二、案經內政部警政署保安警察第七總隊第三大隊報請臺灣新北地方檢察署檢察官偵查起訴。
理由
壹、證據能力:
一、按被告以外之人於審判外之言詞或書面陳述,除法律有規定者外,不得作為證據。又被告以外之人於審判外之陳述,雖不符合同法第159條之1至第159條之4之規定,但經當事人於審判程序同意作為證據,法院審酌該言詞陳述或書面陳述作成時之情況,認為適當者,亦得為證據;當事人、代理人或辯護人於法院調查證據時,知有第159條第1項不得為證據之情形,而未於言詞辯論終結前聲明異議者,視為有前項之同意,刑事訴訟法第159條第1項、第159條之5分別定有明文。

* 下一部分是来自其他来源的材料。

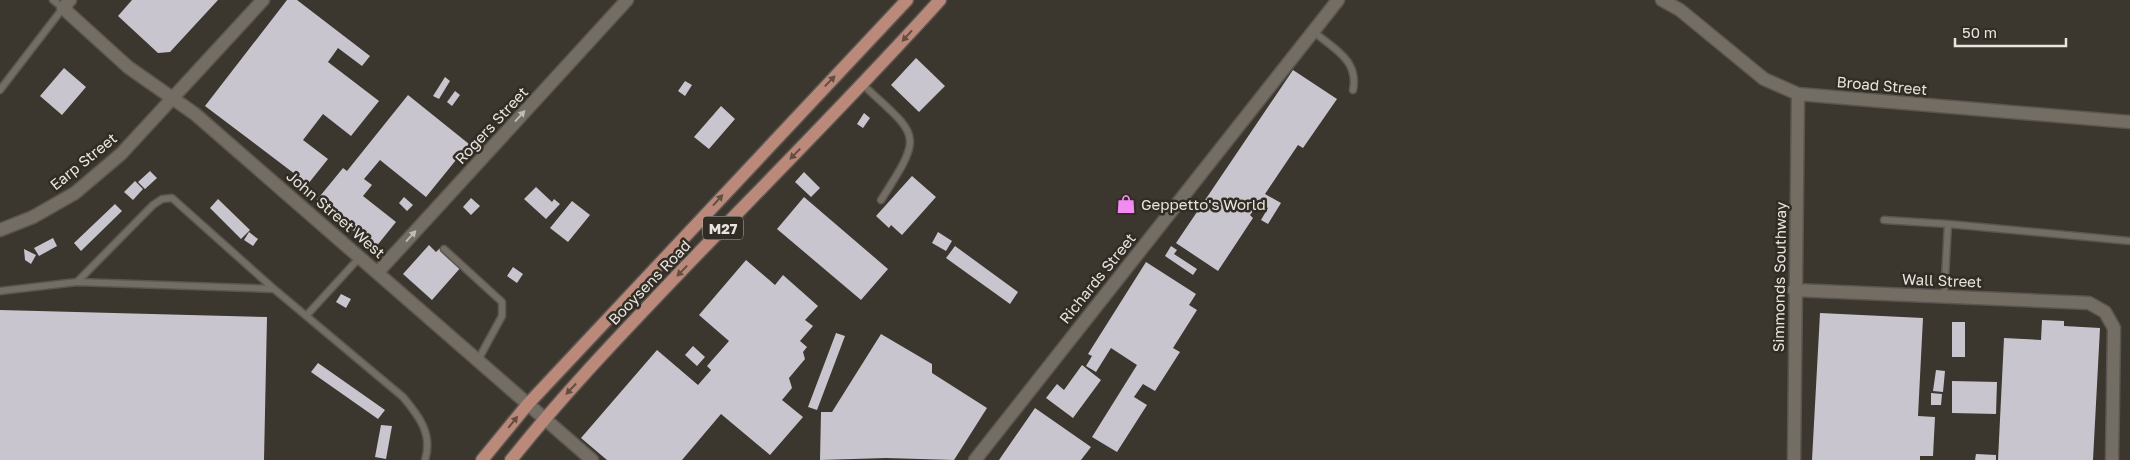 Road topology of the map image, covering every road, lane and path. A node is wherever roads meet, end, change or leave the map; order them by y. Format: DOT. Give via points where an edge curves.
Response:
graph roads {
  1 [pos="263,0"];
  2 [pos="627,0"];
  3 [pos="907,0"];
  4 [pos="940,0"];
  5 [pos="1338,0"];
  6 [pos="1662,0"];
  7 [pos="62,3"];
  8 [pos="1314,32"];
  9 [pos="862,84"];
  10 [pos="0,90"];
  11 [pos="1353,90"];
  12 [pos="1798,94"];
  13 [pos="173,98"];
  14 [pos="2130,122"];
  15 [pos="881,200"];
  16 [pos="1884,220"];
  17 [pos="1948,224"];
  18 [pos="0,230"];
  19 [pos="2130,241"];
  20 [pos="444,249"];
  21 [pos="360,257"];
  22 [pos="378,272"];
  23 [pos="77,282"];
  24 [pos="274,289"];
  25 [pos="1794,290"];
  26 [pos="0,291"];
  27 [pos="1944,297"];
  28 [pos="306,316"];
  29 [pos="478,360"];
  30 [pos="528,404"];
  31 [pos="545,418"];
  32 [pos="425,460"];
  33 [pos="482,460"];
  34 [pos="511,460"];
  35 [pos="592,460"];
  36 [pos="975,460"];
  37 [pos="1794,460"];
  38 [pos="2112,460"];
  1 -- 13 [label="street, Earp Street"];
  22 -- 2 [label="street, Rogers Street, one-way"];
  30 -- 3 [label="main road, Booysens Road / M27, one-way"];
  4 -- 9 [label="main road, Booysens Road / M27, one-way"];
  5 -- 8 [label="street, Richards Street"];
  6 -- 12 [label="street, Broad Street" via="1680,10 1764,79"];
  7 -- 10 [label="lane"];
  7 -- 13 [label="street, John Street West" via="128,67"];
  8 -- 11 [label="lane" via="1351,64 1355,79"];
  8 -- 36 [label="street, Richards Street"];
  9 -- 15 [label="lane" via="904,123 911,136 906,161"];
  9 -- 31 [label="main road, Booysens Road / M27, one-way" via="636,318"];
  12 -- 14 [label="street, Broad Street"];
  12 -- 25 [label="street, Simmonds Southway"];
  13 -- 18 [label="street, Earp Street" via="121,154 75,193 34,218"];
  13 -- 21 [label="street, John Street West"];
  16 -- 17 [label="lane"];
  17 -- 19 [label="lane"];
  17 -- 27 [label="lane"];
  20 -- 29 [label="lane" via="502,302 502,316"];
  21 -- 22 [label="street, John Street West"];
  21 -- 28 [label="lane"];
  22 -- 29 [label="street, John Street West"];
  23 -- 24 [label="lane"];
  23 -- 24 [label="lane" via="153,205 162,199 172,198"];
  23 -- 26 [label="lane"];
  24 -- 28 [label="lane"];
  25 -- 27 [label="street, Wall Street"];
  25 -- 37 [label="street, Simmonds Southway"];
  27 -- 38 [label="street, Wall Street" via="2089,303 2105,312 2114,328"];
  28 -- 32 [label="lane" via="403,397 420,418 428,444"];
  29 -- 30 [label="street, John Street West"];
  30 -- 31 [label="street, John Street West"];
  33 -- 30 [label="main road, Booysens Road / M27, one-way"];
  31 -- 34 [label="main road, Booysens Road / M27"];
  31 -- 35 [label="street, John Street West"];
} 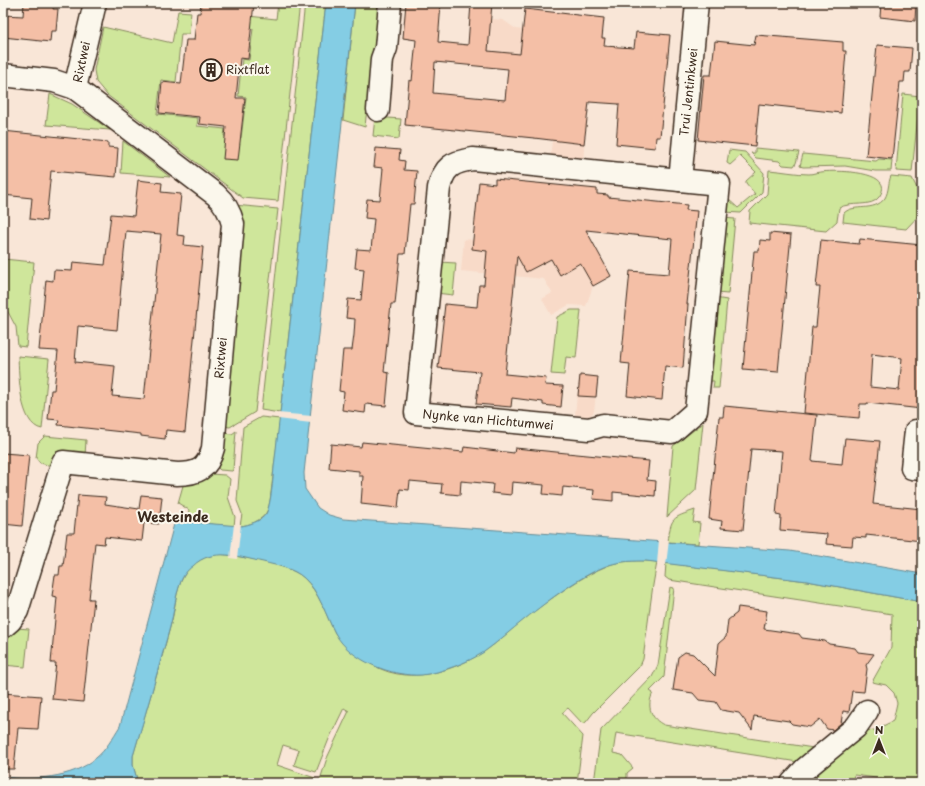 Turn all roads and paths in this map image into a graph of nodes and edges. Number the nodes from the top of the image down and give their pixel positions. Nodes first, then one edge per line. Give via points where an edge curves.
1 (95, 3) edge
2 (390, 3) edge
3 (697, 3) edge
4 (3, 75) edge
5 (75, 88) junction
6 (378, 110) dead end
7 (680, 180) junction
8 (922, 432) edge
9 (922, 469) edge
10 (3, 627) edge
11 (867, 711) dead end
12 (792, 783) edge

1 - 5 street, Rixtwei
2 - 6 street
3 - 7 street, Trui Jentinkwei
4 - 5 street via 54,81
5 - 10 street, Rixtwei via 216,195 231,215 234,224 213,448 202,468 192,474 63,462 17,611
7 - 7 street, Nynke van Hichtumwei via 719,184 696,412 672,432 603,425 589,429 416,413 438,188 441,176 448,167 460,161 473,159
8 - 9 street via 916,431 912,468
11 - 12 street via 856,727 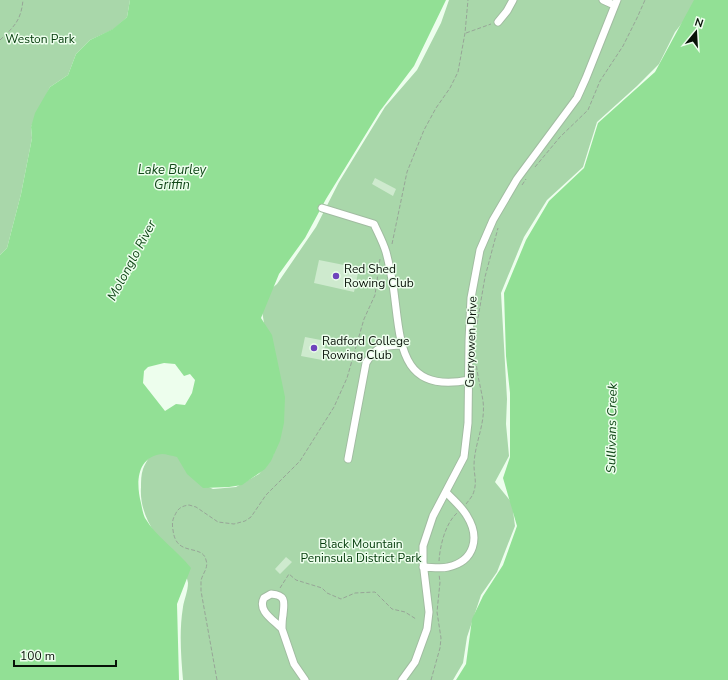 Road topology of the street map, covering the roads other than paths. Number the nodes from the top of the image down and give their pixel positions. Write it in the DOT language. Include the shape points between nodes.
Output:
graph roads {
  1 [pos="512,0"];
  2 [pos="603,0"];
  3 [pos="615,3"];
  4 [pos="498,22"];
  5 [pos="322,208"];
  6 [pos="401,345"];
  7 [pos="469,380"];
  8 [pos="348,459"];
  9 [pos="446,492"];
  10 [pos="423,567"];
  11 [pos="282,629"];
  12 [pos="305,680"];
  13 [pos="402,680"];
  1 -- 4 [label="street"];
  2 -- 3 [label="street"];
  3 -- 7 [label="street, Garryowen Drive" via="577,98 516,179 480,250 472,298"];
  5 -- 6 [label="street" via="374,224 386,252"];
  6 -- 7 [label="street" via="412,367 422,377 433,382 452,384"];
  6 -- 8 [label="street" via="379,348 366,362"];
  7 -- 9 [label="street, Garryowen Drive" via="464,457"];
  9 -- 10 [label="street, Garryowen Drive" via="433,516 423,546"];
  9 -- 10 [label="street" via="461,508 473,528 473,548 470,554 449,567"];
  10 -- 13 [label="street, Garryowen Drive" via="429,612 427,629 416,662"];
  11 -- 11 [label="street" via="264,612 262,602 267,595 277,594 283,599 285,604"];
  11 -- 12 [label="street" via="294,664"];
} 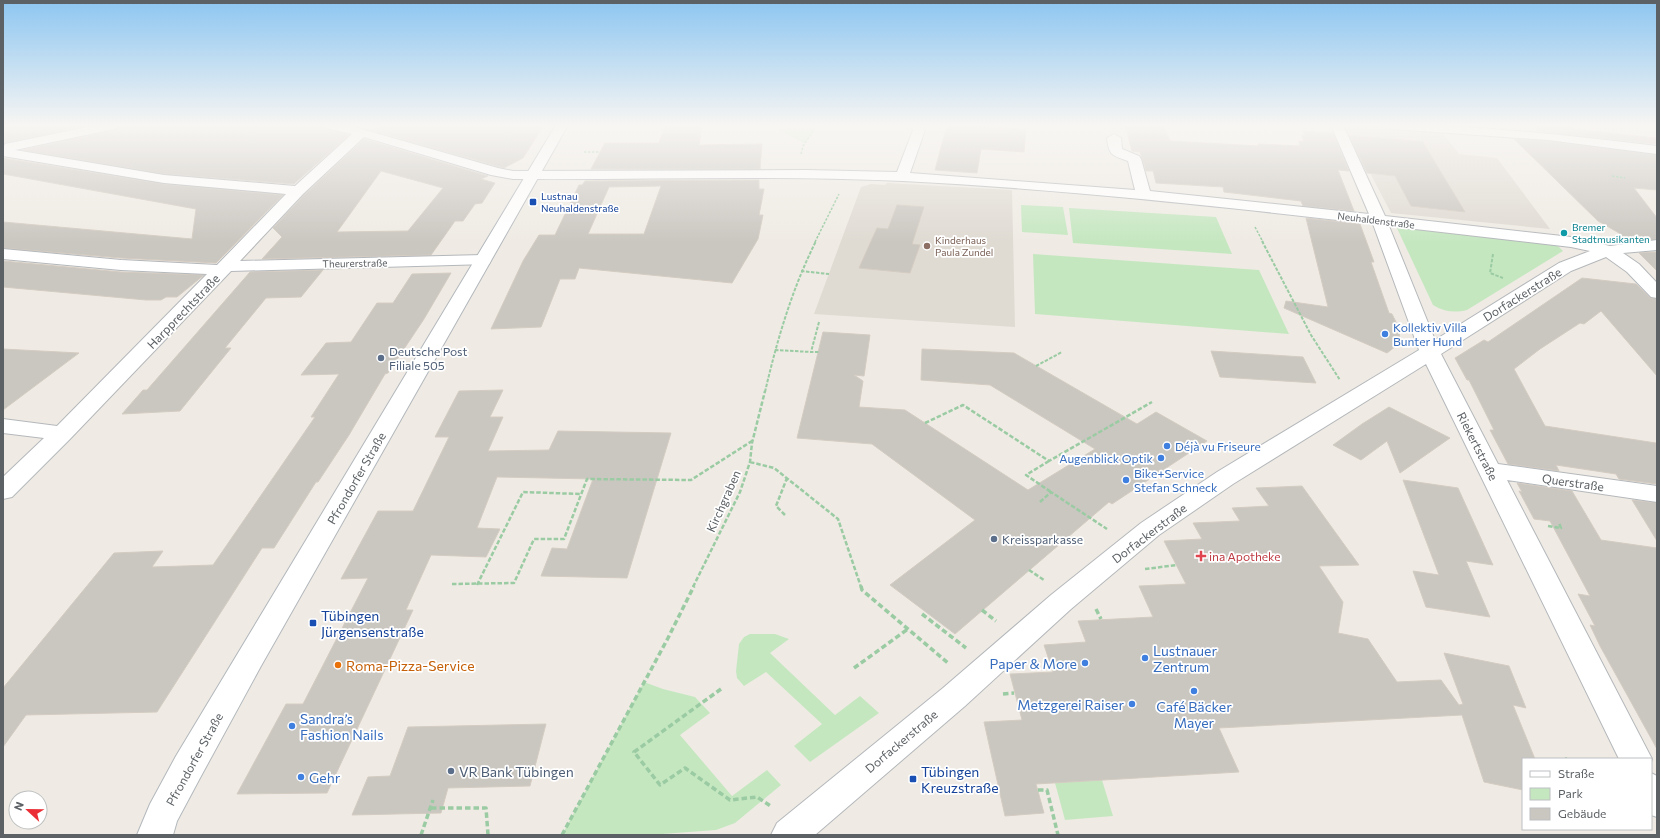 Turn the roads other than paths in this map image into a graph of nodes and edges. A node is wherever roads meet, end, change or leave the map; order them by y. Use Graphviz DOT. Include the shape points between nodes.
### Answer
graph roads {
  1 [pos="85,164"];
  2 [pos="327,164"];
  3 [pos="470,164"];
  4 [pos="539,164"];
  5 [pos="907,164"];
  6 [pos="1135,164"];
  7 [pos="1354,164"];
  8 [pos="533,175"];
  9 [pos="902,177"];
  10 [pos="298,191"];
  11 [pos="1143,194"];
  12 [pos="1379,220"];
  13 [pos="1657,245"];
  14 [pos="1608,250"];
  15 [pos="3,254"];
  16 [pos="483,260"];
  17 [pos="225,268"];
  18 [pos="1657,293"];
  19 [pos="1430,352"];
  20 [pos="3,426"];
  21 [pos="62,434"];
  22 [pos="1490,470"];
  23 [pos="3,491"];
  24 [pos="1657,494"];
  25 [pos="1635,758"];
  26 [pos="1652,791"];
  27 [pos="1657,801"];
  28 [pos="792,833"];
  29 [pos="155,835"];
  1 -- 10 [label="street" via="164,179"];
  2 -- 10 [label="street, Harpprechtstraße"];
  3 -- 8 [label="street, Neuhaldenstraße" via="496,172"];
  4 -- 8 [label="street, Pfrondorfer Straße"];
  5 -- 9 [label="street"];
  6 -- 11 [label="street"];
  7 -- 12 [label="street, Riekertstraße"];
  8 -- 9 [label="street, Neuhaldenstraße" via="791,174"];
  8 -- 16 [label="street, Pfrondorfer Straße"];
  9 -- 11 [label="street, Neuhaldenstraße"];
  10 -- 17 [label="street, Harpprechtstraße"];
  11 -- 12 [label="street, Neuhaldenstraße"];
  12 -- 14 [label="street, Neuhaldenstraße" via="1571,242"];
  12 -- 19 [label="street, Riekertstraße"];
  13 -- 14 [label="street, Dorfackerstraße"];
  14 -- 18 [label="street" via="1633,268"];
  14 -- 19 [label="street, Dorfackerstraße" via="1585,257 1529,289"];
  15 -- 17 [label="street, Theurerstraße" via="136,266"];
  16 -- 17 [label="street, Theurerstraße"];
  16 -- 29 [label="street, Pfrondorfer Straße" via="196,753 162,816"];
  17 -- 21 [label="street, Harpprechtstraße"];
  19 -- 22 [label="street, Riekertstraße"];
  19 -- 28 [label="street, Dorfackerstraße" via="1225,478 1130,545 982,674"];
  20 -- 21 [label="street"];
  21 -- 23 [label="street, Harpprechtstraße"];
  22 -- 24 [label="street, Querstraße"];
  22 -- 25 [label="street, Riekertstraße"];
  26 -- 27 [label="street"];
}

本判決以下所引具傳聞性質之各項供述證據,經本院於審判期日提示並告以要旨後,檢察官、上訴人即兼被告元榮實業有限公司代表人甲○○均表示無意見而不予爭執,且迄言詞辯論終結前亦未有所異議,本院復查無該等證據有違背法定程序取得或顯不可信之外部情狀,揆諸刑事訴訟法第159條之5規定,應均有證據能力。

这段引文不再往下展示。